Decreto 2591 de 1991Ley 906 de 2004

Radicación No. 101488 JOSÉ LUIS BARCELÓ CAMACHO Magistrado Ponente STP15183-2018 Radicación n.° 101488 Acta n.° 391 Bogotá, D.C., veintiuno (21) de noviembre de dos mil dieciocho (2018). V I S T O S Decide la Sala la impugnación interpuesta por el accionante JHON JAIRO ORTÍZ LOZANO contra la decisión adoptada el 3 de octubre de 2018 por la Sala de Decisión Penal del Tribunal Superior del Distrito Judicial de Bogotá, con la cual se declaró improcedente la petición de amparo para los derechos fundamentales que se afirman vulnerados por el Juzgado Cincuenta y Dos Penal del Circuito con Función de Conocimiento de Bogotá. I.

ANTECEDENTES Y FUNDAMENTOS DE LA ACCIÓN De la demanda de tutela y de otros documentos allegados al expediente se infieren los siguientes antecedentes: A partir de allanamiento a cargos de JHON JAIRO ORTÍZ LOZANO, el Juzgado Cincuenta y Dos Penal del Circuito con Función de Conocimiento de Bogotá emitió fallo el 17 de mayo de 2018, a través del cual condenó al procesado a la pena principal de 350 meses de prisión, tras declararlo autor responsable de los delitos de acceso carnal abusivo con menor de 14 años agravado, en concurso homogéneo y sucesivo, actos sexuales con menor de 14 años agravado, en concurso homogéneo y sucesivo y acto sexual violento agravado, en concurso homogéneo y sucesivo.

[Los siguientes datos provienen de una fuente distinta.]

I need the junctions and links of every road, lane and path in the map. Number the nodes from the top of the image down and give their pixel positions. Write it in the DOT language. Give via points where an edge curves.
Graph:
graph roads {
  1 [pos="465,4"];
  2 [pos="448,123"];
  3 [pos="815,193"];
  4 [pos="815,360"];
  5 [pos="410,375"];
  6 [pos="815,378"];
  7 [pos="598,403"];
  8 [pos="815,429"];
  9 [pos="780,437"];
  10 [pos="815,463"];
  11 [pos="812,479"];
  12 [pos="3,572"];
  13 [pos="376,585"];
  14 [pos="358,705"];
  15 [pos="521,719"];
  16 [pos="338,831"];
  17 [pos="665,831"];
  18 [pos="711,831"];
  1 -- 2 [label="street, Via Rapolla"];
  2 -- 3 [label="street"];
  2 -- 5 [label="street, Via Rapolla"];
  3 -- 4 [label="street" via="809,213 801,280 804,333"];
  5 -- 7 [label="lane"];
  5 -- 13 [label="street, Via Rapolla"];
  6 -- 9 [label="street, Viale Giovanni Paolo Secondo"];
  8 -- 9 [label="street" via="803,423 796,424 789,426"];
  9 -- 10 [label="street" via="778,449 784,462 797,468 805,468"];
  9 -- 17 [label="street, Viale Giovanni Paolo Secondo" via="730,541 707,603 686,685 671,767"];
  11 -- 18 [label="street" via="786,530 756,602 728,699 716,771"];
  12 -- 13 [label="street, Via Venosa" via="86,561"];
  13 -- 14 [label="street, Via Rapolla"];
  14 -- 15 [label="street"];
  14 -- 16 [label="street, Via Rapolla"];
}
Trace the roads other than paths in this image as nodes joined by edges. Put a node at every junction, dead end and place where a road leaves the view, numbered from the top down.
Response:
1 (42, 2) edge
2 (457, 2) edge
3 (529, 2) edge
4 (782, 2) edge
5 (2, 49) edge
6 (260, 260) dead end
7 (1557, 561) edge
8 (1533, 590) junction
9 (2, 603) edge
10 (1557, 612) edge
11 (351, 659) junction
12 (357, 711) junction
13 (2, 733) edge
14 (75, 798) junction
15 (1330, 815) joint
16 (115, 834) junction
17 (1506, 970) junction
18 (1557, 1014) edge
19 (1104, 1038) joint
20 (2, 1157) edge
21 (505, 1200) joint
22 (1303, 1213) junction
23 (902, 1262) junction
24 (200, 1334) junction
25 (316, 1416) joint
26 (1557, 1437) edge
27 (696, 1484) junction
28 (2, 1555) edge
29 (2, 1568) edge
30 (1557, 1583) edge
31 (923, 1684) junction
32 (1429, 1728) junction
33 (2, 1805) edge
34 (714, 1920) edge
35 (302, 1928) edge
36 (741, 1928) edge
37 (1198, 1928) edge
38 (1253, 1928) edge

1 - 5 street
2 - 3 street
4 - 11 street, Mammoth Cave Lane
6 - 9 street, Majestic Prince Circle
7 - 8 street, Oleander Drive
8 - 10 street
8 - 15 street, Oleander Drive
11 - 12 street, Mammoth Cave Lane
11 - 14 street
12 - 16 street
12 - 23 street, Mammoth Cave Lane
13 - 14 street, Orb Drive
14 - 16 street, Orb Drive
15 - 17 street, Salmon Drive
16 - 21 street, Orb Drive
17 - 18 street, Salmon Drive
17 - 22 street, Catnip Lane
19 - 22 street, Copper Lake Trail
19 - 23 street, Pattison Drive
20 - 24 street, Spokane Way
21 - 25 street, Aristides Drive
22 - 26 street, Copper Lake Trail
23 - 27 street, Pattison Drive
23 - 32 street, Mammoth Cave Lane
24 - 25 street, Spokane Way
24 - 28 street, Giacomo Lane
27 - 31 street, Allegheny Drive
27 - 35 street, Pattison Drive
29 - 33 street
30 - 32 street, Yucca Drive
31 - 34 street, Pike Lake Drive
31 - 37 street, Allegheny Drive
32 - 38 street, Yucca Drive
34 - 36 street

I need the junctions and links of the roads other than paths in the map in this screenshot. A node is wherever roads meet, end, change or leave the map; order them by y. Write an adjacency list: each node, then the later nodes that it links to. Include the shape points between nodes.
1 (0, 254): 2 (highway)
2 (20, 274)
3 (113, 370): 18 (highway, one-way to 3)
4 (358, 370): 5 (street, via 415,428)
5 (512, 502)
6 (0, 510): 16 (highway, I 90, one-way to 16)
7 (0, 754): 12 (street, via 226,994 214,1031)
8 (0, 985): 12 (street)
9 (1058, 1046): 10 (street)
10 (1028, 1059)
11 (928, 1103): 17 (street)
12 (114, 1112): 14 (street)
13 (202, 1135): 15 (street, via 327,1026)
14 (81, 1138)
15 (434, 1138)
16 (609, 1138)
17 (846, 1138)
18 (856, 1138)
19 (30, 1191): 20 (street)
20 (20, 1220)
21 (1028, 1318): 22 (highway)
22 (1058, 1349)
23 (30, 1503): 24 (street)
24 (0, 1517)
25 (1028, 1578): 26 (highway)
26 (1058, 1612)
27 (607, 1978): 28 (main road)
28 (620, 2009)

Decisión en que la se negó al procesado la concesión del subrogado de la suspensión condicional de la pena y la prisión domiciliaria. Notificadas las partes en estrados, ninguna manifestó su voluntad de impugnar la sentencia. En tales condiciones el ciudadano JHON JAIRO ORTÍZ LOZANO promovió acción de tutela, en protección de su derecho fundamental al debido proceso que considera conculcado dentro de las diligencias penales reseñadas.

En sustento del amparo pretendido, adujo el actor que no pudo acceder a la segunda instancia para impugnar la sentencia proferida en su contra, debido a que su defensora se abstuvo de interponer el recurso, mientras que él tampoco lo impetro “ por desconocimiento ”. En tal virtud, peticionó que se restablezcan sus garantías fundamentales, en orden a que se le permita tener un juicio oral y público.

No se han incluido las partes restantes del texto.